I met the friendliest cop last night
Today's life lesson: fat girls should not wear tight miniskirts and vinyl leggings. This Forever 21 salesgirl is a hot mess.
She smells like mac and cheese, right after you add the cheese. It's strangely erotic.
i sleep in a fine layer of vodka and semen. i don't know that that would appropriate for a pajama rally.
Restaurants Roasting People Who Gave Them Negative Yelp Reviews (25 Pics)
using smirnoff bottles as a pillow actually isnt as uncomfortable as you would think
Did you ever get our sex tape out of the rental car before you returned it?
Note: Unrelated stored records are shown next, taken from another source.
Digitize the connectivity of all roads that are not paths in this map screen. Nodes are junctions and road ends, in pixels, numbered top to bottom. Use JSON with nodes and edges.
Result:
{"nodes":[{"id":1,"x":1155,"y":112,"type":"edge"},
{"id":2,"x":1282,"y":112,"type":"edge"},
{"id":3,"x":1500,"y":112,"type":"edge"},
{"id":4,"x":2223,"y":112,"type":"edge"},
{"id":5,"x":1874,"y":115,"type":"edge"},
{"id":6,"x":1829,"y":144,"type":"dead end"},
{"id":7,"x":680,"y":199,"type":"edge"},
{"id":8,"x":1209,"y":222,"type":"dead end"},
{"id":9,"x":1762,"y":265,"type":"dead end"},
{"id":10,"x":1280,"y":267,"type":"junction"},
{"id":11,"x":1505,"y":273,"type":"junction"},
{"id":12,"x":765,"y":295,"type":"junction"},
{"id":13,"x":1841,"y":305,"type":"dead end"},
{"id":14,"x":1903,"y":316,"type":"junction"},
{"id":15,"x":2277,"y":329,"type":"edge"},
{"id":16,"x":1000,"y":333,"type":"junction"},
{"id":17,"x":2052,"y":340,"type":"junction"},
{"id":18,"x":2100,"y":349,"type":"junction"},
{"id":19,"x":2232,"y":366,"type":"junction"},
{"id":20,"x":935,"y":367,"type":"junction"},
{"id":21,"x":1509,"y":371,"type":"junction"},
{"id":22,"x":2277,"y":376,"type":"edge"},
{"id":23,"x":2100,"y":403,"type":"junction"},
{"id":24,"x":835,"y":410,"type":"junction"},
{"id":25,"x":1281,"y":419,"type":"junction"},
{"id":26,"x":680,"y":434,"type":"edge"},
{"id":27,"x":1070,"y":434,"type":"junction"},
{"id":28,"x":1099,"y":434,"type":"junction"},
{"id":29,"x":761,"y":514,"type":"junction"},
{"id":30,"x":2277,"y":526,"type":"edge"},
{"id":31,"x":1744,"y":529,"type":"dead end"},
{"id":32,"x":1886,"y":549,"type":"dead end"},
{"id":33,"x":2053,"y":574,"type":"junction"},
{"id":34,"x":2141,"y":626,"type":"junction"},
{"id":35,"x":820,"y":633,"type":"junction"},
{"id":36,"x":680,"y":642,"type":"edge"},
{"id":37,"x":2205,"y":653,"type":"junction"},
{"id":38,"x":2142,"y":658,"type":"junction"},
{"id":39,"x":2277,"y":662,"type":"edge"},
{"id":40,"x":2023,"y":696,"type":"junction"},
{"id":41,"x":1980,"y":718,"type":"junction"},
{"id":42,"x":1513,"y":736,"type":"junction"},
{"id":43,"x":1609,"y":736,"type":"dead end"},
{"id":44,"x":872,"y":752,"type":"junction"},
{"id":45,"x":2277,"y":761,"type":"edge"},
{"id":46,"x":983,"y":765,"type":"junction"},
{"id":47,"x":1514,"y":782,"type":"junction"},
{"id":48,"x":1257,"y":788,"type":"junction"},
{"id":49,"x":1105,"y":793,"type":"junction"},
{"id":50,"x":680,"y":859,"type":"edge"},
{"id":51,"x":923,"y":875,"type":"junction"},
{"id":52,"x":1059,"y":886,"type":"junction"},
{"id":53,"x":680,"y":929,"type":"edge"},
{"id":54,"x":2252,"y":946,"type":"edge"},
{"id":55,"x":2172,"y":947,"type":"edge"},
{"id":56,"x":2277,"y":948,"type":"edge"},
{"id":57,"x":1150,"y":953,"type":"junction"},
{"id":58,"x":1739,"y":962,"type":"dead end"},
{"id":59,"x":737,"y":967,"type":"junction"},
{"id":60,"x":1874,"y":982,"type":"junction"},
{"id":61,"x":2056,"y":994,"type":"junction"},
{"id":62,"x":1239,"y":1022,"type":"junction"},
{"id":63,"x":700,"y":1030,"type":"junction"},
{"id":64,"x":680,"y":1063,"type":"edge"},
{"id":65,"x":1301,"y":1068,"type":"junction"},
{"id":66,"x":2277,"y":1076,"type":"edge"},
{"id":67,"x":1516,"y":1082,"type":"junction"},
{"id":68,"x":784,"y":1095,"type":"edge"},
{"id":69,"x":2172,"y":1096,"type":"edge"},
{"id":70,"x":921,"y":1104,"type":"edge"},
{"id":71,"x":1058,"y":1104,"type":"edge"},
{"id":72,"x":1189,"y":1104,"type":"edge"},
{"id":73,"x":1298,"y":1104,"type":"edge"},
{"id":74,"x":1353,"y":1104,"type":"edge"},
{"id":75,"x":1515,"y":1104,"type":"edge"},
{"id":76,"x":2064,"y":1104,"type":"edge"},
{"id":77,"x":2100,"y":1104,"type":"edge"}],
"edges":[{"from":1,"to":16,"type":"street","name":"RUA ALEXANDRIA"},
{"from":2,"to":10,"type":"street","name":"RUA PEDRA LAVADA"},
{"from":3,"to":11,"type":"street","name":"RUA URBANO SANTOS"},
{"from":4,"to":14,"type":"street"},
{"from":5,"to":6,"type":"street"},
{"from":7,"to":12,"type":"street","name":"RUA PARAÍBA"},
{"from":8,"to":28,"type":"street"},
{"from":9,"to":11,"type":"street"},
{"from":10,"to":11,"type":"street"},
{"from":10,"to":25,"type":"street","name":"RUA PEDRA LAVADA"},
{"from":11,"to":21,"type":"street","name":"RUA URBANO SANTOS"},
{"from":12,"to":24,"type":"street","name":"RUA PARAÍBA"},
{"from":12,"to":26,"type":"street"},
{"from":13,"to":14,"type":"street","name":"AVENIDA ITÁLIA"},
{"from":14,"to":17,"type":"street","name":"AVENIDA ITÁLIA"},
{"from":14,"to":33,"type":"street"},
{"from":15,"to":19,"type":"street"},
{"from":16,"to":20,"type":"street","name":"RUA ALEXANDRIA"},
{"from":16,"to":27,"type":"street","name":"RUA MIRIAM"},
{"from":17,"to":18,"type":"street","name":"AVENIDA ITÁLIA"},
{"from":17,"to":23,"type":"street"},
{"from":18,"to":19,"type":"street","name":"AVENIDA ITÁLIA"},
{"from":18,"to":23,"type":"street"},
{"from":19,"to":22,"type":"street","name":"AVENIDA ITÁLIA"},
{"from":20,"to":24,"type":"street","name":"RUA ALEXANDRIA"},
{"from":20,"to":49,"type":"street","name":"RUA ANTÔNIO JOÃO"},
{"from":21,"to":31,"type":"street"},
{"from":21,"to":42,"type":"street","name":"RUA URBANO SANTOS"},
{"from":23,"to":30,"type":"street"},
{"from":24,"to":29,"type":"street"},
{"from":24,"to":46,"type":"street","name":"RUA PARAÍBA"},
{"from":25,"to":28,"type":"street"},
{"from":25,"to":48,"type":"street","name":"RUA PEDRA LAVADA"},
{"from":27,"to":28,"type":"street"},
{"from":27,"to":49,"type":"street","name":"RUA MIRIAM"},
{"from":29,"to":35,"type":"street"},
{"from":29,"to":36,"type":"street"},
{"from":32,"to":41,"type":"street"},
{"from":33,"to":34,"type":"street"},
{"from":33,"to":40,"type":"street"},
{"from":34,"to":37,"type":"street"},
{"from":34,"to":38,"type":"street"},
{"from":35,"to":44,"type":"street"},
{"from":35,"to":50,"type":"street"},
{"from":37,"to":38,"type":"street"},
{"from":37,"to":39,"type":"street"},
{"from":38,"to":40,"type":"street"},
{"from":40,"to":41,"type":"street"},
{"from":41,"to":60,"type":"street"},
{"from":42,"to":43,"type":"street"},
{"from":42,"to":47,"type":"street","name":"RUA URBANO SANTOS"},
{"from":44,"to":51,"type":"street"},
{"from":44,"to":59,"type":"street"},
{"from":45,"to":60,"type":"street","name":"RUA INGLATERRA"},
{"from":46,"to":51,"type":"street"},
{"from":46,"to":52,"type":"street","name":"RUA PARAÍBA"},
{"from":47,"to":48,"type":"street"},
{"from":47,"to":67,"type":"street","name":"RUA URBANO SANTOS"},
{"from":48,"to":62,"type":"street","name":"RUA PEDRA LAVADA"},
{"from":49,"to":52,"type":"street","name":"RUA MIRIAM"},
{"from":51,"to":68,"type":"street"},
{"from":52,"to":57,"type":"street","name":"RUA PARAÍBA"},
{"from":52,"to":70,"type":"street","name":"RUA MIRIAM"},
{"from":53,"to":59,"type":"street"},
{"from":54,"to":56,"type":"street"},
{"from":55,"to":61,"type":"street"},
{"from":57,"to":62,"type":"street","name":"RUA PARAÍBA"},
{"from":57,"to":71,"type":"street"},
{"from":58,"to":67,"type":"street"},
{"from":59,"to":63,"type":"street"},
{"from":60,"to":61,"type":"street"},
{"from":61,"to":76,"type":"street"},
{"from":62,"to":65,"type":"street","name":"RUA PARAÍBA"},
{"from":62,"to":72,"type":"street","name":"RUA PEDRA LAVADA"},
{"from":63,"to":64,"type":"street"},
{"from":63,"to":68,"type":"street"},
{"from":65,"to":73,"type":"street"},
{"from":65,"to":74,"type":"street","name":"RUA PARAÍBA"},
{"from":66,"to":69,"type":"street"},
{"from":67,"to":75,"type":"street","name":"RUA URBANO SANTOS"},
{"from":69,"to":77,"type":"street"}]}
Well we're gonna drink when we get home and I just invited the cab driver to play beer pong
Also, I threw up on the playground again. I've honestly had more fun there this past summer than I did in my entire childhood.
THIS TIME TOMORROW MY VAG IS GONNA BE BRAND SPANKING NEW.
Woman Posts Harassing DMs From Creep Online, Now He’s Upset Because People Told His Mom
You don't put off sexcapades. Life lesson #1.
Nice. The Governor's son bruised my vagina.
That's going to be the title of my memoir.
After we had breakup sex it took him longer to say goodbye to my boobs than it did to me...
and then I partied with my new dealers deaf pit bull. All around a good night I'd say...
how don't worse things happen to you?
On a scale of 1-10 how inappropriate is it for me to ask if Walgreens offers teacher discounts when purchasing a Plan B pill?
If Dr Phil has taught me anything about myself, it’s that I can seriously relate to those women who fake their pregnancies.